In prior posts (see list below) I have suggested the process of musical interpretation is an apt analogy for the process of legal interpretation. A musical composition is created and contains principles of melody, rhythm, tempo, and lyrics. These principles represent the law of the song much the way the words and intent expressed by a legislature are the law of the statute. But if the legislature is the composer, it can never be the performer. That role is left to the courts to interpret the law of the statute - much as musical performers interpret the law of the musical composition in their own performances.

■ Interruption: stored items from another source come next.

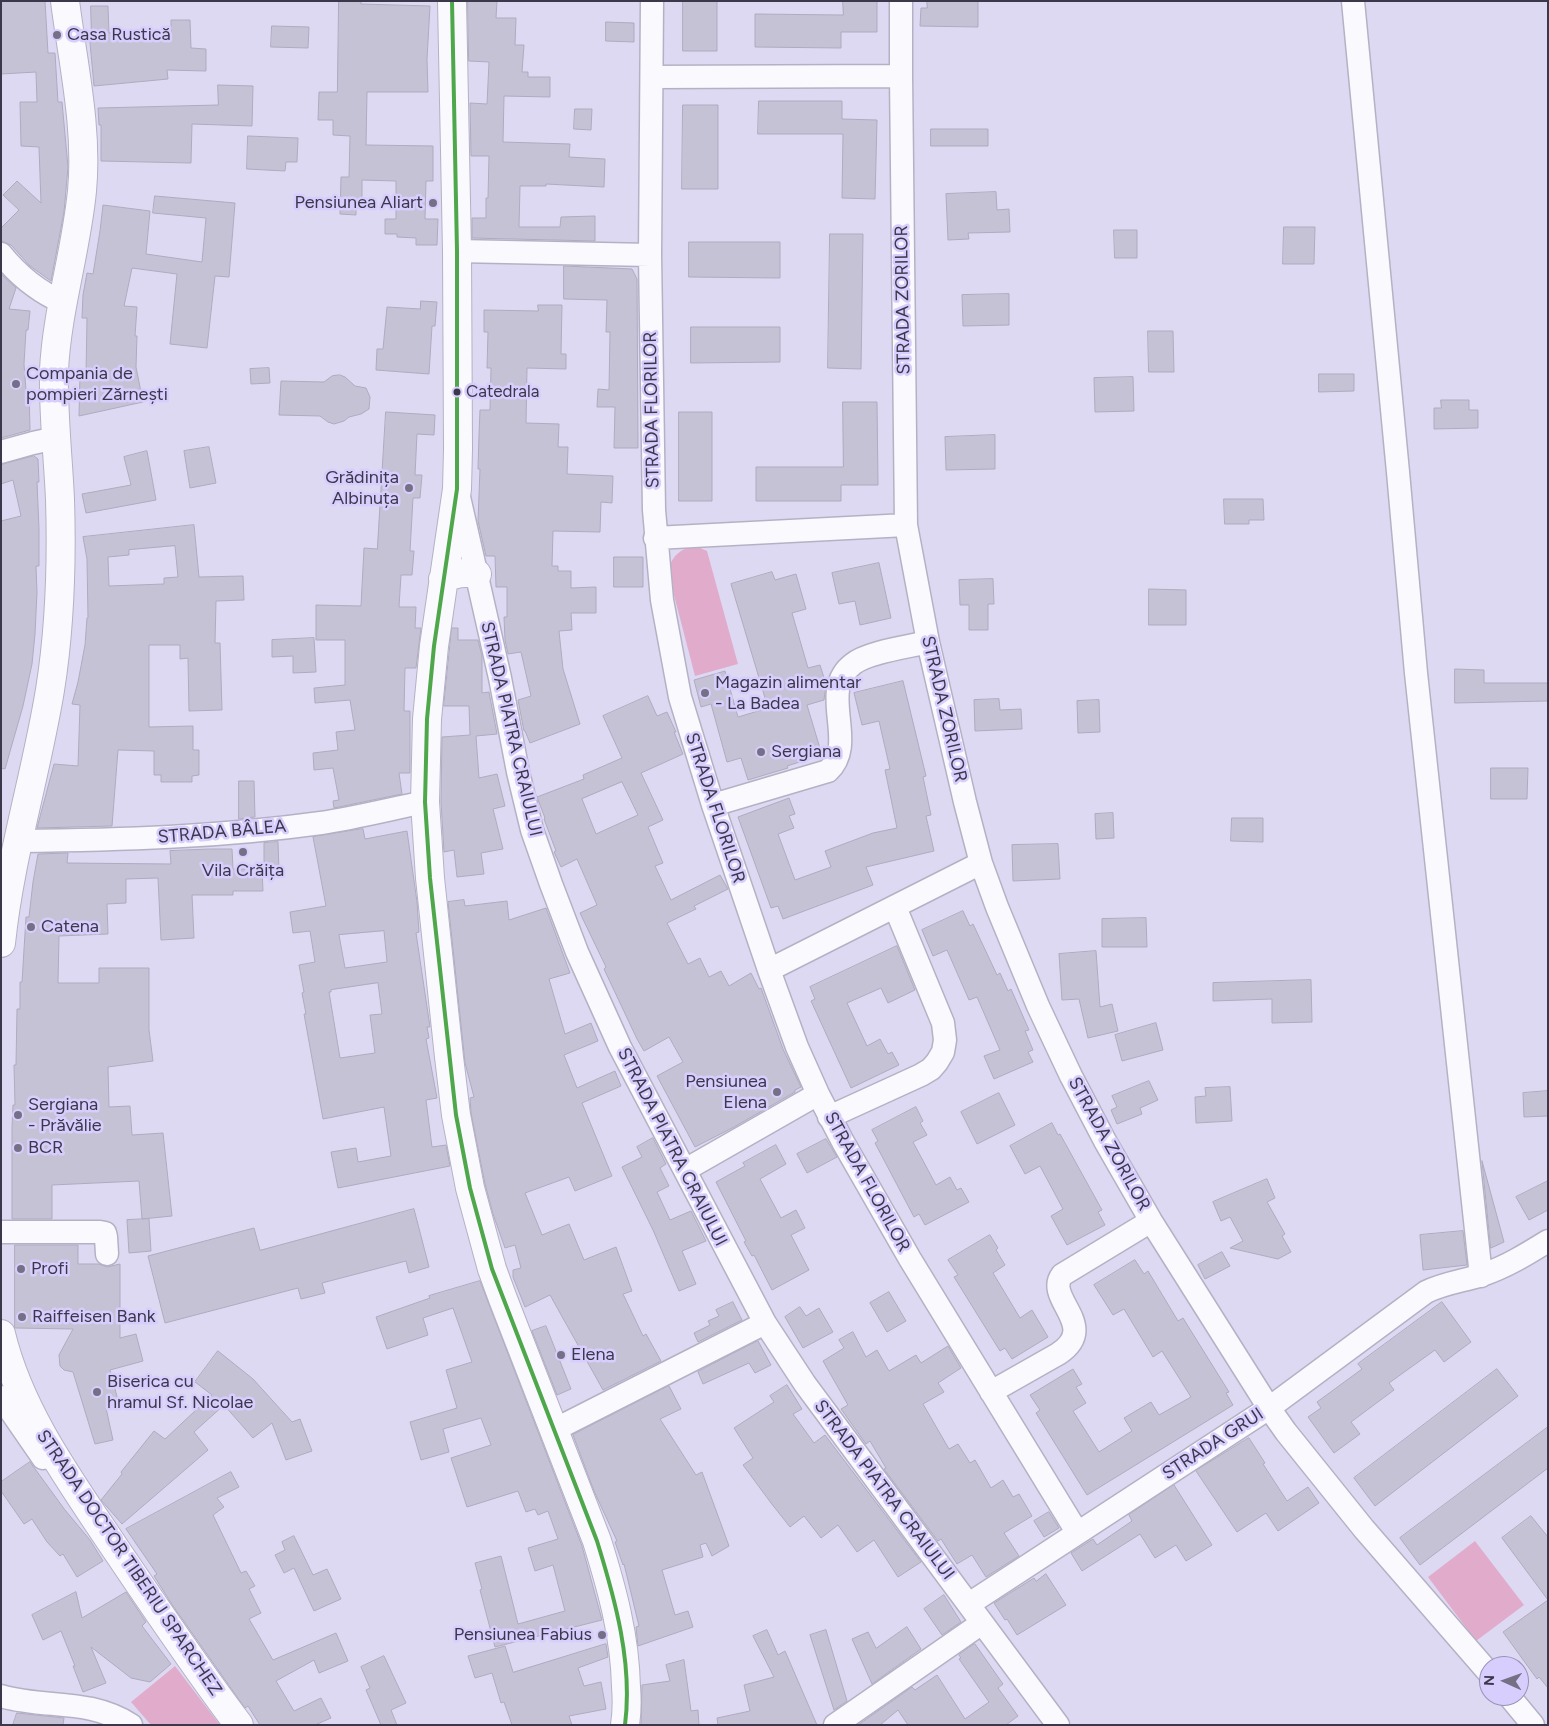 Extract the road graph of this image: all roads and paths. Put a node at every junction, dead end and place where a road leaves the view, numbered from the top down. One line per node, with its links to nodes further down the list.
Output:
1 (65, 1): 11 (main road)
2 (452, 1): 8 (main road)
3 (652, 1): 7 (street, STRADA FLORILOR)
4 (901, 1): 6 (street, STRADA ZORILOR)
5 (1353, 1): 34 (street)
6 (901, 76): 7 (street); 15 (street, STRADA ZORILOR)
7 (652, 77): 10 (street, STRADA FLORILOR)
8 (457, 251): 10 (street); 14 (main road)
9 (1, 254): 11 (street)
10 (650, 255): 16 (street, STRADA FLORILOR)
11 (62, 302): 12 (main road)
12 (56, 438): 13 (street); 22 (main road)
13 (1, 452)
14 (456, 489): 17 (street, STRADA PIATRA CRAIULUI); 18 (main road)
15 (906, 525): 16 (street); 19 (street, STRADA ZORILOR)
16 (655, 538): 21 (street, STRADA FLORILOR)
17 (477, 574): 18 (main road); 29 (street, STRADA PIATRA CRAIULUI)
18 (443, 579): 20 (main road)
19 (928, 642): 21 (street); 23 (street, STRADA ZORILOR)
20 (425, 802): 22 (street, STRADA BÂLEA); 40 (main road)
21 (713, 805): 26 (street, STRADA FLORILOR)
22 (12, 856): 25 (main road)
23 (981, 863): 24 (street); 30 (street, STRADA ZORILOR)
24 (895, 906): 26 (street); 28 (street)
25 (1, 943)
26 (769, 970): 27 (street, STRADA FLORILOR)
27 (818, 1094): 28 (street, STRADA FLORILOR); 29 (street)
28 (829, 1117): 37 (street, STRADA FLORILOR)
29 (685, 1170): 35 (street, STRADA PIATRA CRAIULUI)
30 (1151, 1221): 37 (street); 39 (street, STRADA ZORILOR)
31 (1, 1232): 33 (street)
32 (1548, 1241): 34 (street)
33 (107, 1254)
34 (1481, 1276): 39 (street)
35 (765, 1323): 40 (street); 42 (street, STRADA PIATRA CRAIULUI)
36 (1, 1334): 38 (main road, STRADA DOCTOR TIBERIU SPARCHEZ)
37 (991, 1392): 41 (street, STRADA FLORILOR)
38 (17, 1408): 48 (street); 49 (main road, STRADA DOCTOR TIBERIU SPARCHEZ)
39 (1269, 1408): 41 (street, STRADA GRUI); 44 (street, STRADA GRUI)
40 (554, 1430): 50 (main road)
41 (1077, 1532): 42 (street, STRADA GRUI)
42 (969, 1604): 43 (street, STRADA PIATRA CRAIULUI)
43 (982, 1623): 51 (street); 52 (street, STRADA PIATRA CRAIULUI)
44 (1479, 1661)
45 (1, 1696): 47 (street)
46 (1517, 1706): 53 (street)
47 (131, 1725)
48 (227, 1725)
49 (239, 1725)
50 (625, 1725)
51 (835, 1725)
52 (1058, 1725)
53 (1533, 1725)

Below are several interpretations of the song Half as Much. The song was written by Curley Williams in 1951 and became a huge hit for country star Hank Williams, Sr. in 1952. That same year it was recorded by Rosemary Clooney with an entirely different interpretation that was a hit with an entirely different audience. When judges consider public policy effects of their interpretations, one could say they are interpreting the law to appeal to different audiences. The versions recorded by Ray Charles and Sharon Redd are more different still. In law, fidelity to precedent is desirable, but strict adherence in all circumstances is not. Roscoe Pound's famously stated principle that the law must be stable but must not stand still is achieved through the talented interpretations of judicial performers.
Other posts incorporating music analogies:
Judicial Interpretation Illustrated,
This Land is Your Land: Judicial Interpretation Illustrated #2,
My Favorite Things: Judicial Interpretation Illustrated #3,
Statutory Interpretation Illustrated,
Over the Rainbow.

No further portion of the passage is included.